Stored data
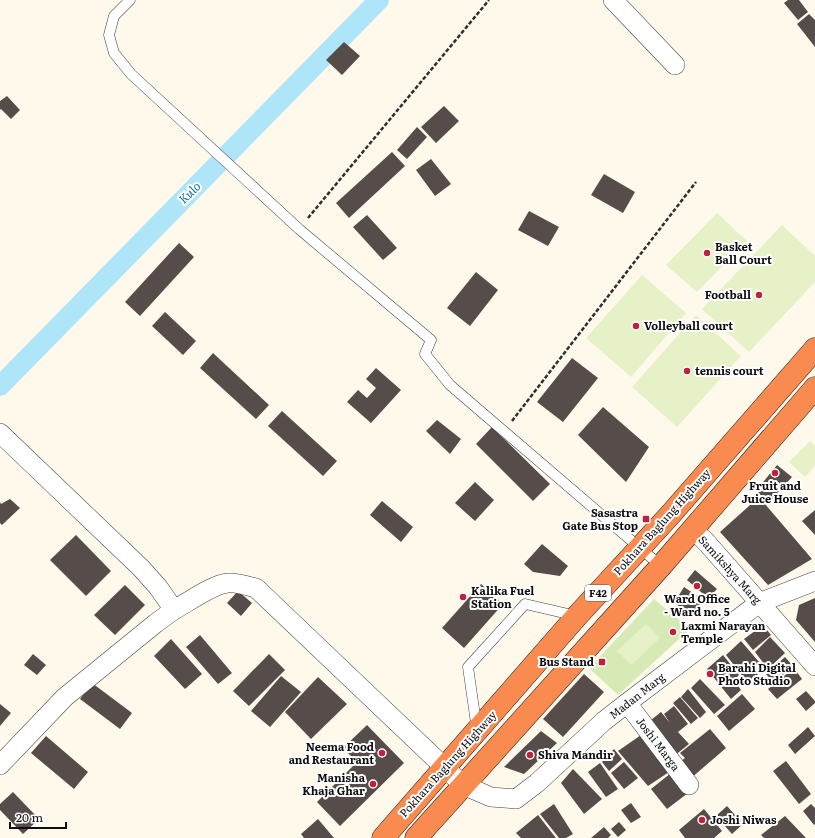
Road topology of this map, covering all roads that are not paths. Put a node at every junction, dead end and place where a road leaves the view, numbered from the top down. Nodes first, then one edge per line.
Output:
1 (130, 0) edge
2 (613, 0) edge
3 (675, 65) dead end
4 (815, 349) edge
5 (815, 388) edge
6 (0, 433) edge
7 (693, 529) junction
8 (640, 547) junction
9 (661, 566) junction
10 (815, 581) edge
11 (759, 603) junction
12 (174, 610) junction
13 (577, 616) junction
14 (815, 666) edge
15 (626, 703) junction
16 (477, 732) junction
17 (0, 765) edge
18 (444, 767) junction
19 (463, 785) junction
20 (688, 785) dead end
21 (383, 838) edge
22 (416, 838) edge

1 - 8 lane
2 - 3 street
4 - 8 highway, Pokhara Baglung Highway / F42
5 - 7 highway, F42
6 - 12 street
7 - 9 highway, F42
7 - 11 street, Samikshya Marg
8 - 9 lane
8 - 13 highway, Pokhara Baglung Highway / F42
9 - 19 highway, F42
10 - 11 street, Madan Marg
11 - 14 street, Samikshya Marg
11 - 15 street, Madan Marg
12 - 17 street
12 - 18 street
13 - 16 highway, Pokhara Baglung Highway / F42
13 - 16 lane
15 - 19 street, Madan Marg
15 - 20 street, Joshi Marga
16 - 18 highway, Pokhara Baglung Highway / F42
18 - 19 street
18 - 21 highway, Pokhara Baglung Highway / F42
19 - 22 highway, F42

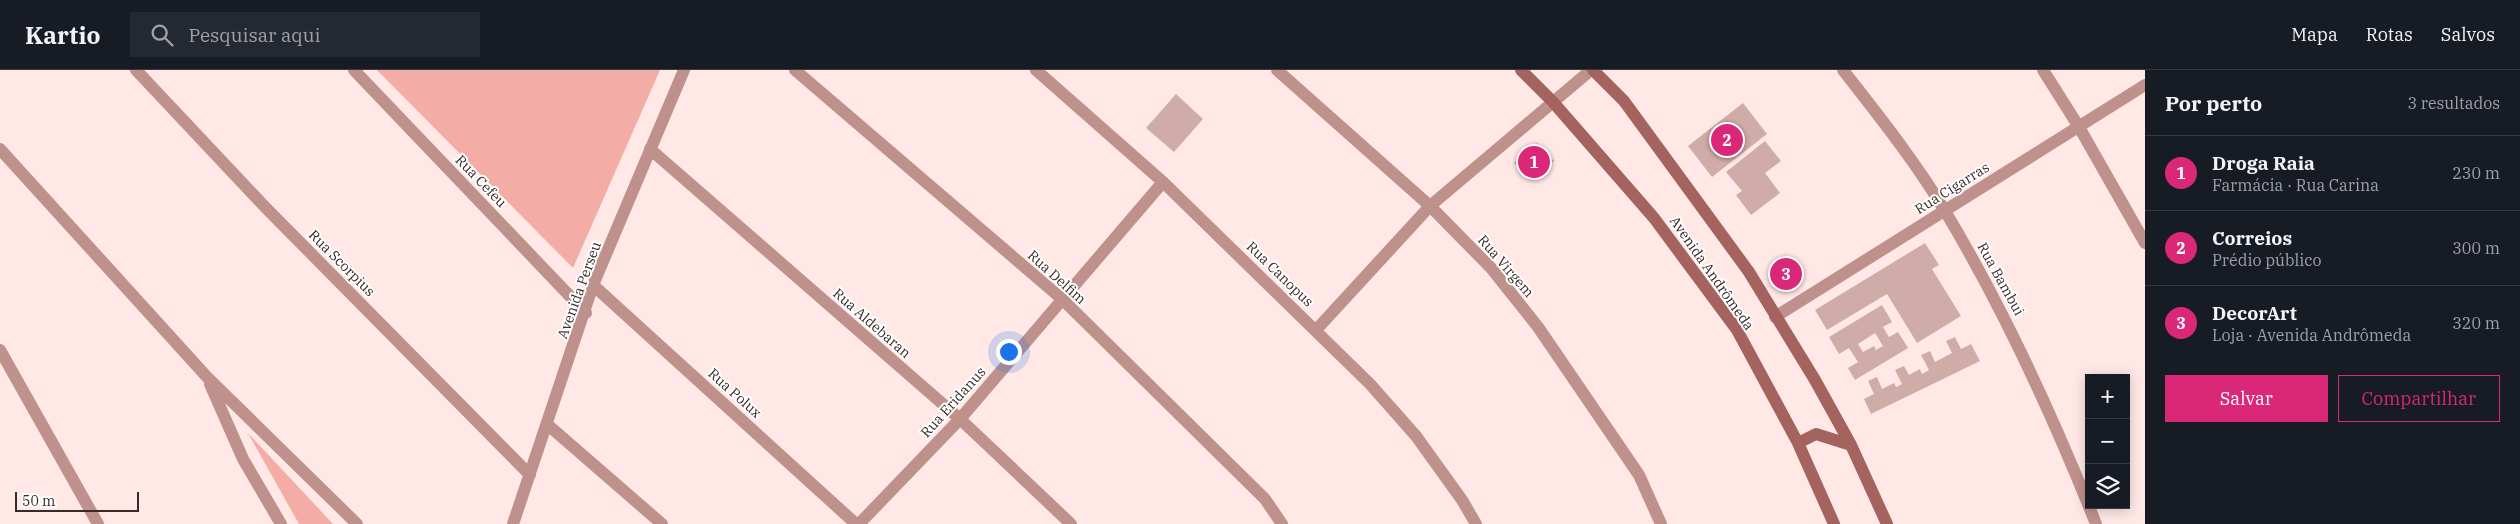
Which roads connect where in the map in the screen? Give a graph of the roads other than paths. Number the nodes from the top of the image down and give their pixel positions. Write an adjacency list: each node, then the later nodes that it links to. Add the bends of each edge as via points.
1 (136, 70): 31 (street, Rua Scorpius, via 266,208)
2 (354, 70): 22 (street, Rua Cefeu)
3 (684, 70): 15 (street, Avenida Perseu)
4 (795, 70): 21 (street, Rua Delfim)
5 (1036, 70): 16 (street, Rua Canopus)
6 (1277, 70): 17 (street, Rua Virgem)
7 (1521, 70): 12 (main road, Avenida Andrômeda)
8 (1592, 70): 12 (street); 23 (main road, Avenida Andrômeda, via 1624,101 1750,272)
9 (1843, 70): 18 (street, Rua Bambui)
10 (2043, 70): 13 (street)
11 (2145, 85): 13 (street, Rua Cigarras)
12 (1553, 102): 17 (street); 29 (main road, Avenida Andrômeda, via 1654,218 1737,330)
13 (2080, 127): 18 (street, Rua Cigarras); 19 (street)
14 (0, 149): 26 (street)
15 (650, 149): 20 (street, Avenida Perseu); 27 (street, Rua Aldebaran)
16 (1164, 182): 21 (street, Rua Eridanus); 24 (street, Rua Canopus)
17 (1430, 206): 24 (street); 41 (street, Rua Virgem, via 1491,268 1538,327 1639,474)
18 (1944, 210): 23 (street, Rua Cigarras); 44 (street, Rua Bambui, via 2012,330 2062,439)
19 (2145, 243)
20 (593, 285): 22 (street, Avenida Perseu); 37 (street, Rua Polux)
21 (1062, 299): 27 (street, Rua Eridanus); 39 (street, Rua Delfim, via 1258,492)
22 (586, 313): 28 (street, Avenida Perseu)
23 (1775, 318): 30 (main road, Avenida Andrômeda)
24 (1316, 330): 40 (street, Rua Canopus, via 1416,436)
25 (0, 350): 32 (street)
26 (208, 378): 33 (street, via 243,459); 34 (street)
27 (960, 419): 37 (street, Rua Eridanus); 38 (street, Rua Aldebaran)
28 (548, 425): 31 (street, Avenida Perseu); 36 (street)
29 (1798, 443): 30 (main road, via 1816,434); 42 (main road, Avenida Andrômeda)
30 (1851, 445): 43 (main road, Avenida Andrômeda)
31 (530, 474): 35 (street, Avenida Perseu)
32 (98, 524)
33 (282, 524)
34 (356, 524)
35 (513, 524)
36 (662, 524)
37 (857, 524)
38 (1071, 524)
39 (1282, 524)
40 (1476, 524)
41 (1661, 524)
42 (1834, 524)
43 (1887, 524)
44 (2096, 524)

• [Problem requirements]
For the string "Delfim", show each line of the entries above where it occurs.

• [Written solution]
4 (795, 70): 21 (street, Rua Delfim)
21 (1062, 299): 27 (street, Rua Eridanus); 39 (street, Rua Delfim, via 1258,492)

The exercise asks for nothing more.